**WHAT NEEDS TO BE DONE:**
Instruction for the entries that follow: retype exactly the lines from the line with "index tip: (236, 388)" to the line with "Right hand at", both included, and omit all others.

==== LISTED ENTRIES ====

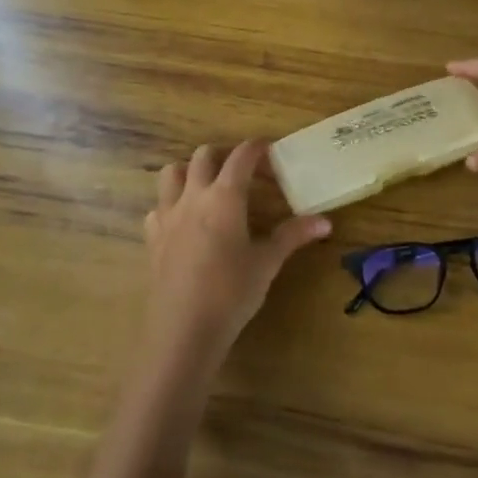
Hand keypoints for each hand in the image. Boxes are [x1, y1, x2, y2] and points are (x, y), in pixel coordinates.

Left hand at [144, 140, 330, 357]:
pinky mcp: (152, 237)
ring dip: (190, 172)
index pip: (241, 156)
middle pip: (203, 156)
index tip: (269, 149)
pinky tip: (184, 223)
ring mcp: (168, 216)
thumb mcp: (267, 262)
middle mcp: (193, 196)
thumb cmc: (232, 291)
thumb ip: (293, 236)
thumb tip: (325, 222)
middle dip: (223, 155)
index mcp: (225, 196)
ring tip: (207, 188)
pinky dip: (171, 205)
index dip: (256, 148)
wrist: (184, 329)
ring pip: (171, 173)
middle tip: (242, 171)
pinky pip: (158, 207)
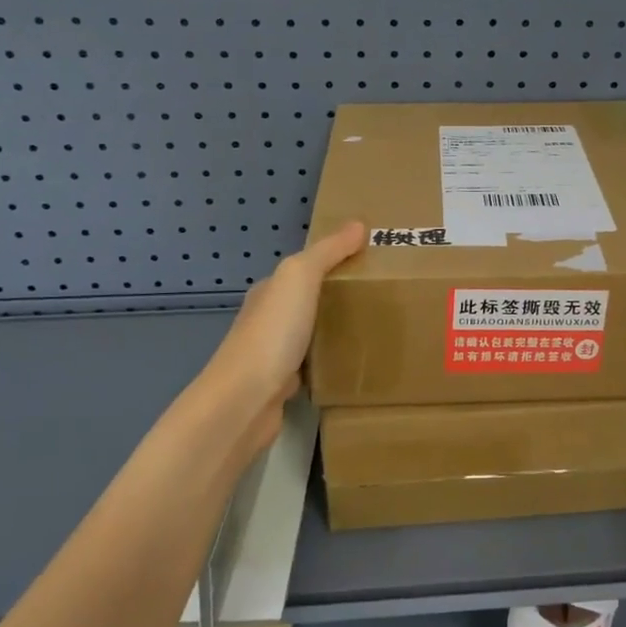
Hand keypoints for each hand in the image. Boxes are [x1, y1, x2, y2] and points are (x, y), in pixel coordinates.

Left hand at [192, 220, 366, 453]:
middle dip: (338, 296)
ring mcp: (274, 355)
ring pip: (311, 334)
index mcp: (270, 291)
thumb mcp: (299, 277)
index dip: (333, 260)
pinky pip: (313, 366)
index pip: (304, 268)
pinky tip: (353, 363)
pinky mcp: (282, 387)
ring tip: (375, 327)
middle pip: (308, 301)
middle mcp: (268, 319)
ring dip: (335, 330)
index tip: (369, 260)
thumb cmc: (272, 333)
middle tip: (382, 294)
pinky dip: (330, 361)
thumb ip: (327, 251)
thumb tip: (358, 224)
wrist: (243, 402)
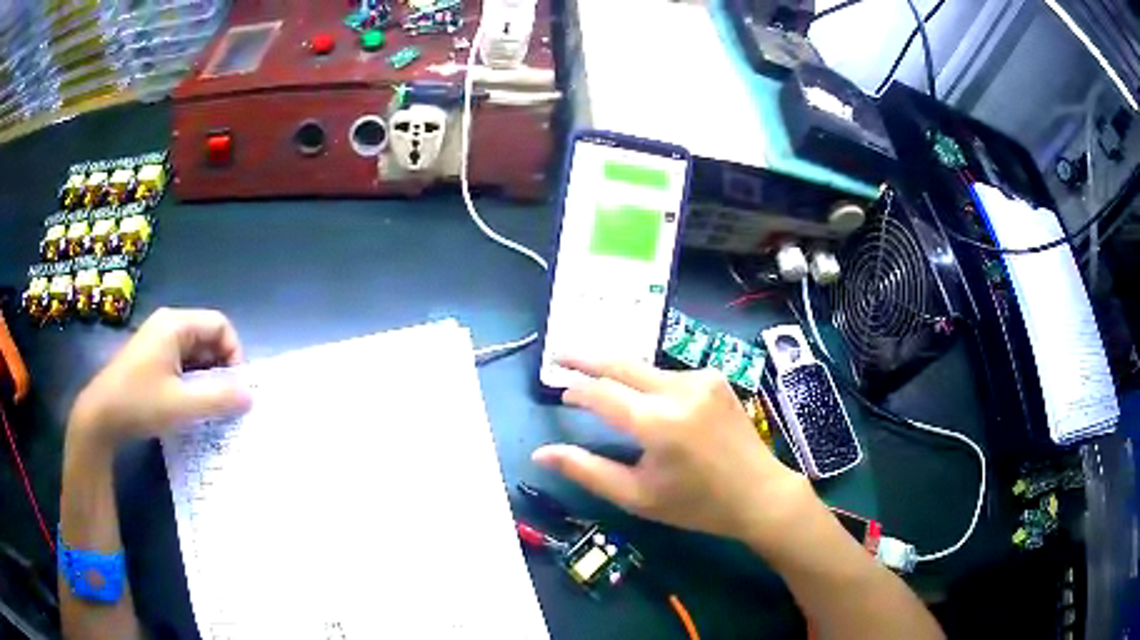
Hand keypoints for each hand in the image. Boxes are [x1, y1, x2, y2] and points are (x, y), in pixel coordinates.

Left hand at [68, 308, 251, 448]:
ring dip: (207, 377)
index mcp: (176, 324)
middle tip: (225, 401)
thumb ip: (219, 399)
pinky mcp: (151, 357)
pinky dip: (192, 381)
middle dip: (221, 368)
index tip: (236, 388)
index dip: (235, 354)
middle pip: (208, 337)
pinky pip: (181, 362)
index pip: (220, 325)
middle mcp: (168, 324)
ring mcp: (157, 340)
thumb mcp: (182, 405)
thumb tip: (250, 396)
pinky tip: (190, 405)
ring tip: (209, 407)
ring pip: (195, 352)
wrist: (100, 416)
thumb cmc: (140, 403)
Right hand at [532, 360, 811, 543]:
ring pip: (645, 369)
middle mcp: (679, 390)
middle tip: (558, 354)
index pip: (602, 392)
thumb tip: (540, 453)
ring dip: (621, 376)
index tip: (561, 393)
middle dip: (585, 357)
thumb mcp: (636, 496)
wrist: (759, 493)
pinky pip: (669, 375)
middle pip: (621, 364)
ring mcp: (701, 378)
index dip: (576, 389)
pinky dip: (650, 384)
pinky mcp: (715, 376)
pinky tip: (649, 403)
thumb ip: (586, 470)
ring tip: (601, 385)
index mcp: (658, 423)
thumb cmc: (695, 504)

====

**RESPONSE:**
index tip: (236, 388)
index dip: (235, 354)
middle pip: (208, 337)
pinky pip: (181, 362)
index pip: (220, 325)
middle mcp: (168, 324)
ring mcp: (157, 340)
thumb mcp: (182, 405)
thumb tip: (250, 396)
pinky tip: (190, 405)
ring tip: (209, 407)
ring pip: (195, 352)
wrist: (100, 416)
thumb cmc: (140, 403)
Right hand at [532, 360, 811, 543]:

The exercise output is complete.